-- Source material follows --
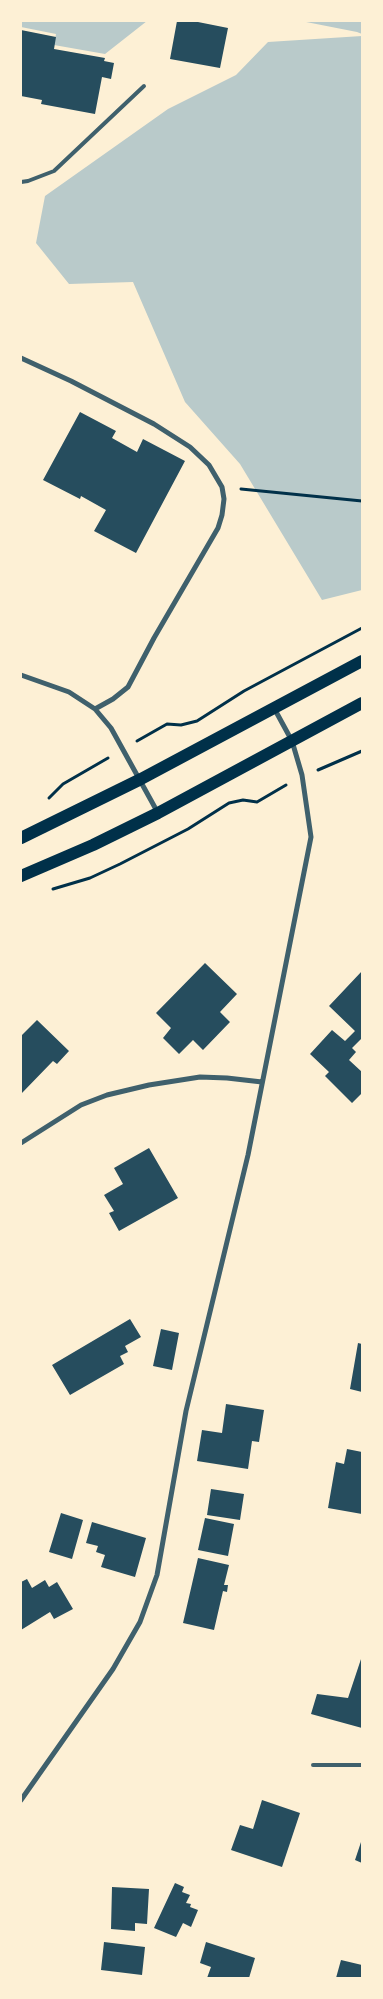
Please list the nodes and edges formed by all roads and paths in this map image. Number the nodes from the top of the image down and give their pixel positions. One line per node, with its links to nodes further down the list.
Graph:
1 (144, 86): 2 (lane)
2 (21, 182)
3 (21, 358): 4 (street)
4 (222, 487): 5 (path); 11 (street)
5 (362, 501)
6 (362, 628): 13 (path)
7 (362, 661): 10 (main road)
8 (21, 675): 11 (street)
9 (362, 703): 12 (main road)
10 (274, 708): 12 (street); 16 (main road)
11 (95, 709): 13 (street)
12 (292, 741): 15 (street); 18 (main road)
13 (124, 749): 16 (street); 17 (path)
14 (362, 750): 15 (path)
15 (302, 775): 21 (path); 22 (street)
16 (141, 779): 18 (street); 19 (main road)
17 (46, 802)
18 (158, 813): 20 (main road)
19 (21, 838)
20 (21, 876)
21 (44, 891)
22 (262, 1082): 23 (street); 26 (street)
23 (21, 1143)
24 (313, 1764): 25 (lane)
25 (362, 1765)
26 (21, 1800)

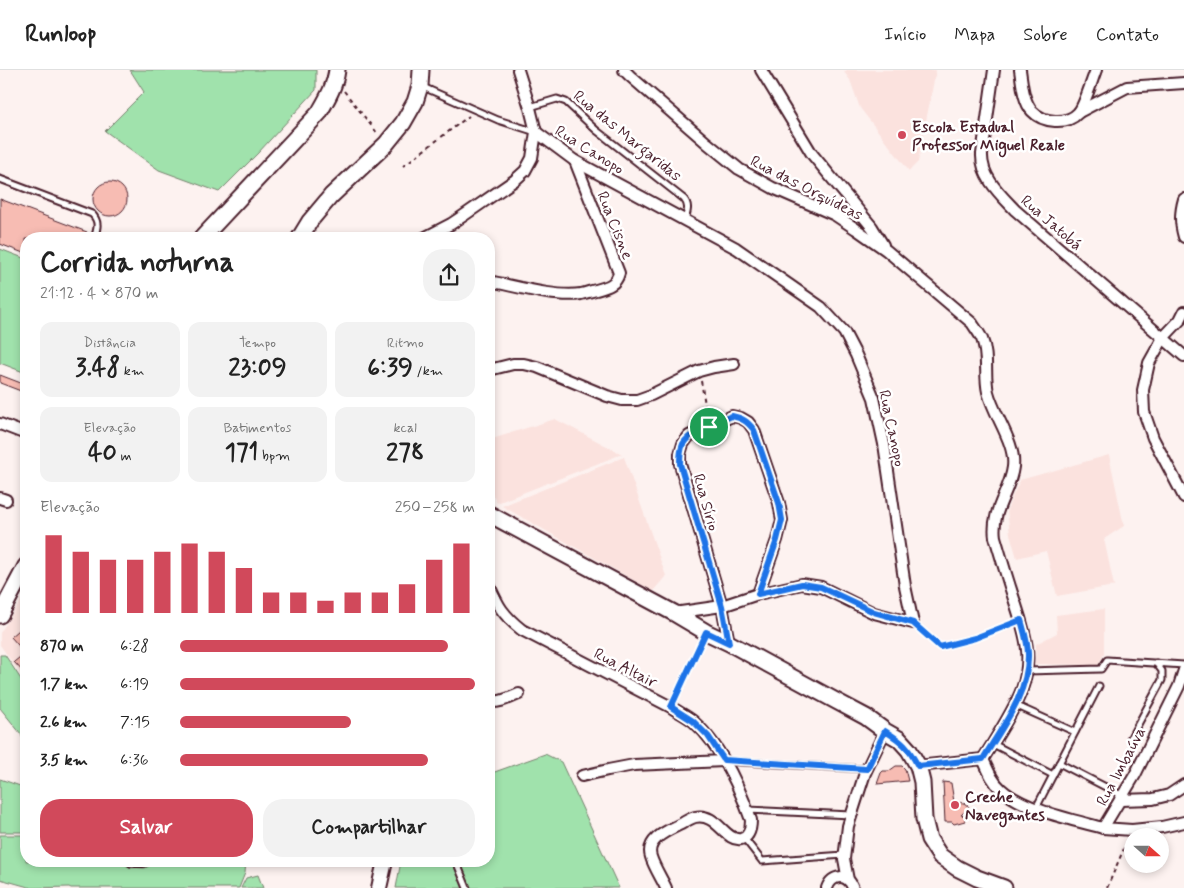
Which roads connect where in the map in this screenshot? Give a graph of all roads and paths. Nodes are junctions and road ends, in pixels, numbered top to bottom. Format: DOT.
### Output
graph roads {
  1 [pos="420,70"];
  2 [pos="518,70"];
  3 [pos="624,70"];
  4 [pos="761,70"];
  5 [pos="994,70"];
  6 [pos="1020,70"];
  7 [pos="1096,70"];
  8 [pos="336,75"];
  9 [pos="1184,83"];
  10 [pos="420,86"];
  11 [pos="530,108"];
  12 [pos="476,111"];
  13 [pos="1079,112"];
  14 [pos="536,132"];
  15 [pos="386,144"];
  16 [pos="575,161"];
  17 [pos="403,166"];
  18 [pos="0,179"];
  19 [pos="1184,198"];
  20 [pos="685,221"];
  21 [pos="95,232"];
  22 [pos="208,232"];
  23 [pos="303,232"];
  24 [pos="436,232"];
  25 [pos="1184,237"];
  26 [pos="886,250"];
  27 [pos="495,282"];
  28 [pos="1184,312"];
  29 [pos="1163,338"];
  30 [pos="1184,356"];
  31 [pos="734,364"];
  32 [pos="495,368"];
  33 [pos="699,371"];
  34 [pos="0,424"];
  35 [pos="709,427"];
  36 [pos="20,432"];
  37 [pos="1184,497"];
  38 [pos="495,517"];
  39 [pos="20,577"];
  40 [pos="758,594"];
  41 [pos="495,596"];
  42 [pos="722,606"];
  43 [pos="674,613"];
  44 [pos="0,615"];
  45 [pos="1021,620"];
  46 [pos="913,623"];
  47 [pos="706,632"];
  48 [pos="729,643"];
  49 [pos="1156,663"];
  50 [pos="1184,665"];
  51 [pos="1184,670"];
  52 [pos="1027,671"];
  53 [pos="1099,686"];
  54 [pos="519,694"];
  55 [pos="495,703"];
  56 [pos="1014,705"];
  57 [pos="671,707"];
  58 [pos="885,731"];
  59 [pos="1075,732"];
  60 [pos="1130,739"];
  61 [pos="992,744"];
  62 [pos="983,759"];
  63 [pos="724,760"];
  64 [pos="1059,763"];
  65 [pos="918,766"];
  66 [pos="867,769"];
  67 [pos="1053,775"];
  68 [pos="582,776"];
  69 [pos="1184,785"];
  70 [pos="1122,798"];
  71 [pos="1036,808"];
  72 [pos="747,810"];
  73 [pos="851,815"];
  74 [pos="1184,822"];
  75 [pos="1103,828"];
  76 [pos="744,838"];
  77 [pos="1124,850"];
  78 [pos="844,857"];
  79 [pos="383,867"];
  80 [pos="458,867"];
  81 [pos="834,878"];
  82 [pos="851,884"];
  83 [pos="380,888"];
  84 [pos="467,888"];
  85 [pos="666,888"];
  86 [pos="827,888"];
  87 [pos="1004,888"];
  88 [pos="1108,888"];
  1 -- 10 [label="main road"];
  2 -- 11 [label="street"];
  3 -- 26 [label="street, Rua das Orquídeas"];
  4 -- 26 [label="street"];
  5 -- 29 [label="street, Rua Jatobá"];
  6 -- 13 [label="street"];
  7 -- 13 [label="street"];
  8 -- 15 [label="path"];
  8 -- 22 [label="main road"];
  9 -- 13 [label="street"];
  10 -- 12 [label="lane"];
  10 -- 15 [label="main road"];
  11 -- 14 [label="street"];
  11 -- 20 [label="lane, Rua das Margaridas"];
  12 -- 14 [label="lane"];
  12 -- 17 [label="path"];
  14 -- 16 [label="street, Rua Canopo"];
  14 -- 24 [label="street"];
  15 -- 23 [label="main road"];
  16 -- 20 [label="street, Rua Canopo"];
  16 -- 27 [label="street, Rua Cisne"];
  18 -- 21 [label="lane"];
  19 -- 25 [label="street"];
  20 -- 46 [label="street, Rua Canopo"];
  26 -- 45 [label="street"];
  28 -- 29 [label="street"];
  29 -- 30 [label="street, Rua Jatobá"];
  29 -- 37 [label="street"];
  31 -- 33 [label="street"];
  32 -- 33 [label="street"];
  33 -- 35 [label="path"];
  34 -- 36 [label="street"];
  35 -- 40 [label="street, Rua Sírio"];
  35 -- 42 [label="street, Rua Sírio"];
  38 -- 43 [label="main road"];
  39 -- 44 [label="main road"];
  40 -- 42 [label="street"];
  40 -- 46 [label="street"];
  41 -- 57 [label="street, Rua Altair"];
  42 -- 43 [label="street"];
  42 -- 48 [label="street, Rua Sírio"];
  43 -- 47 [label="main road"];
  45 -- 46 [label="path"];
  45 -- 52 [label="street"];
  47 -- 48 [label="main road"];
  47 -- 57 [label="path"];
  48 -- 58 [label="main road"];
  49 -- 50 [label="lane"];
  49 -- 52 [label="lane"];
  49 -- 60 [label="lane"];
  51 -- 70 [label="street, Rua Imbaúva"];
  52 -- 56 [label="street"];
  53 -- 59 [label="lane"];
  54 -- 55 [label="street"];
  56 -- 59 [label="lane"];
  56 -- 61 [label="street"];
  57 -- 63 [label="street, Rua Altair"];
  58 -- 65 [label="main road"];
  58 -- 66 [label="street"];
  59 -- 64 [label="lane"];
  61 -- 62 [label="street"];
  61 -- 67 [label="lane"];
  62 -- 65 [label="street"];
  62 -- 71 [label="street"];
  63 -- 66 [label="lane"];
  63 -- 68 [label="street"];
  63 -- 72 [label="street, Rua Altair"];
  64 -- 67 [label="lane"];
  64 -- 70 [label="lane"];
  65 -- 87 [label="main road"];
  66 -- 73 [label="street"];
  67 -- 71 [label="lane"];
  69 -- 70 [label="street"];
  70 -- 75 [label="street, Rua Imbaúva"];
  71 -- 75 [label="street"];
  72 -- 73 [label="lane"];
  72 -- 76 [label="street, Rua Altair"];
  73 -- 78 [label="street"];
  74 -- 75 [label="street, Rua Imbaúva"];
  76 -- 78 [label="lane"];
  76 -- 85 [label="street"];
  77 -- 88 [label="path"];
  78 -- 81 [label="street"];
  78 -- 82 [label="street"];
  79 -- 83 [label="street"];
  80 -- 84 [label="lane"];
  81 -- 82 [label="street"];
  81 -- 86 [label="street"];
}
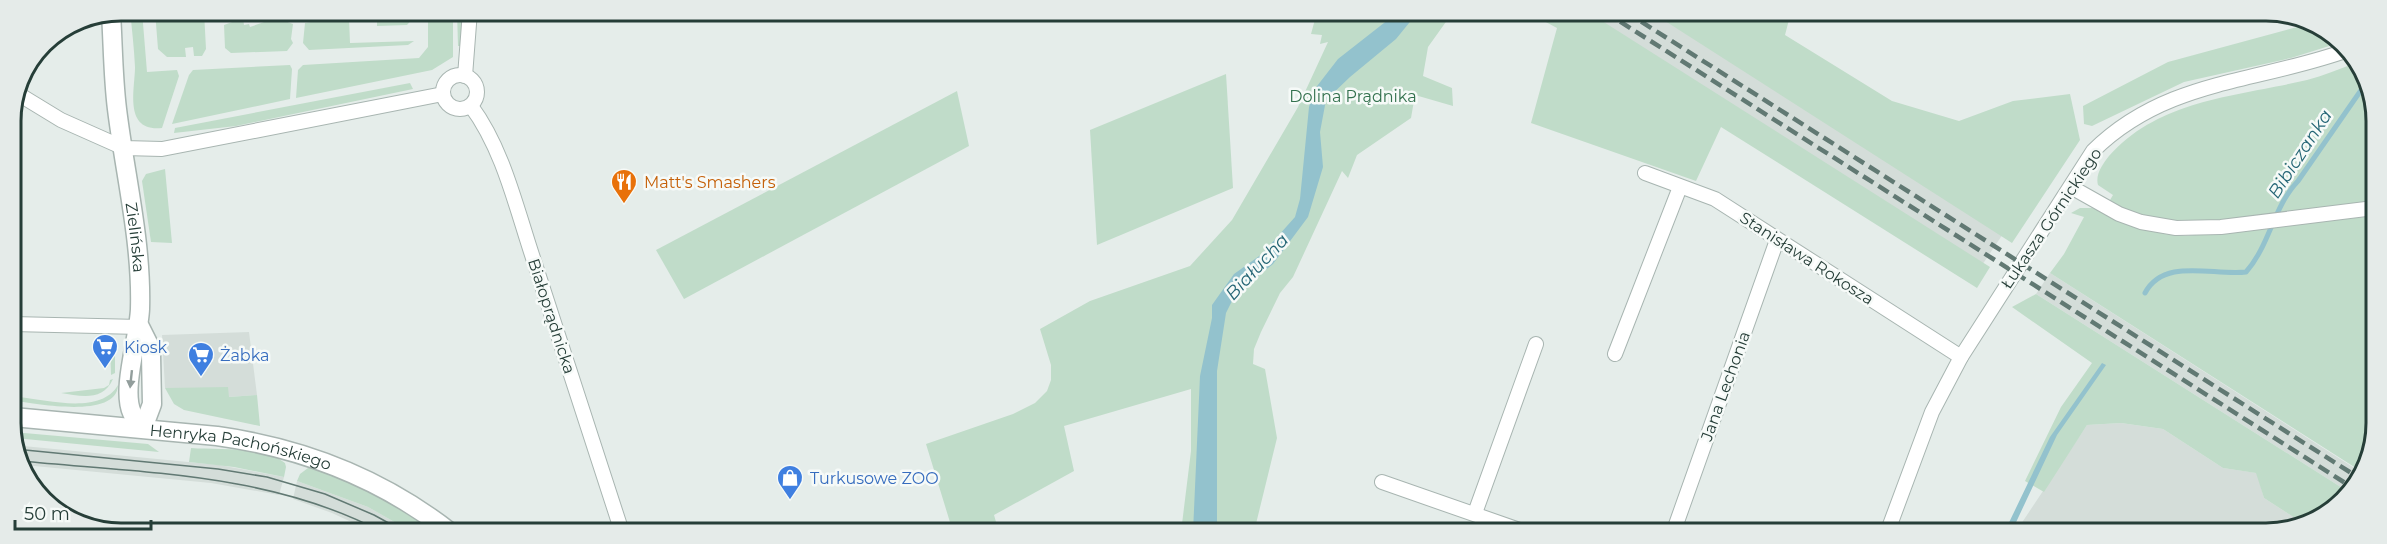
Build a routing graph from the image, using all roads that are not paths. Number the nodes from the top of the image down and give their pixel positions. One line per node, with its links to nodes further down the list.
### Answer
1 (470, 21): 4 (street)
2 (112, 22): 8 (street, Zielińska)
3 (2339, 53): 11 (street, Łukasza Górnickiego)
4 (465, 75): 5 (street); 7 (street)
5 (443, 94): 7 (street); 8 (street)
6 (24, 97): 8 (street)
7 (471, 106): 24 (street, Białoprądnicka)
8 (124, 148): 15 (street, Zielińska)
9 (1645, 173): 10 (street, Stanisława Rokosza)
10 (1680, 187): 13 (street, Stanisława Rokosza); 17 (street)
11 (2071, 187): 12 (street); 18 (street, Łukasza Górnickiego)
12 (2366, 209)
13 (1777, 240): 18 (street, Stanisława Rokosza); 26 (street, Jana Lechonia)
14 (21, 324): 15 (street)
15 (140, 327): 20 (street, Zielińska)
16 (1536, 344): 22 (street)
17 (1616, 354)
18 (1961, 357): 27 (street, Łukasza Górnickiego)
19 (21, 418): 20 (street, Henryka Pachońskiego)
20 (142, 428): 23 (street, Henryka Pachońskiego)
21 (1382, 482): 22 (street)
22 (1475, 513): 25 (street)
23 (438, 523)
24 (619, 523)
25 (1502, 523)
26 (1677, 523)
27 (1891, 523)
-- Source material concluded --
From the data, collect all lines where the string "list" appears.

→ Solution to this problem
Please list the nodes and edges formed by all roads and paths in this map image. Number the nodes from the top of the image down and give their pixel positions. One line per node, with its links to nodes further down the list.
Build a routing graph from the image, using all roads that are not paths. Number the nodes from the top of the image down and give their pixel positions. One line per node, with its links to nodes further down the list.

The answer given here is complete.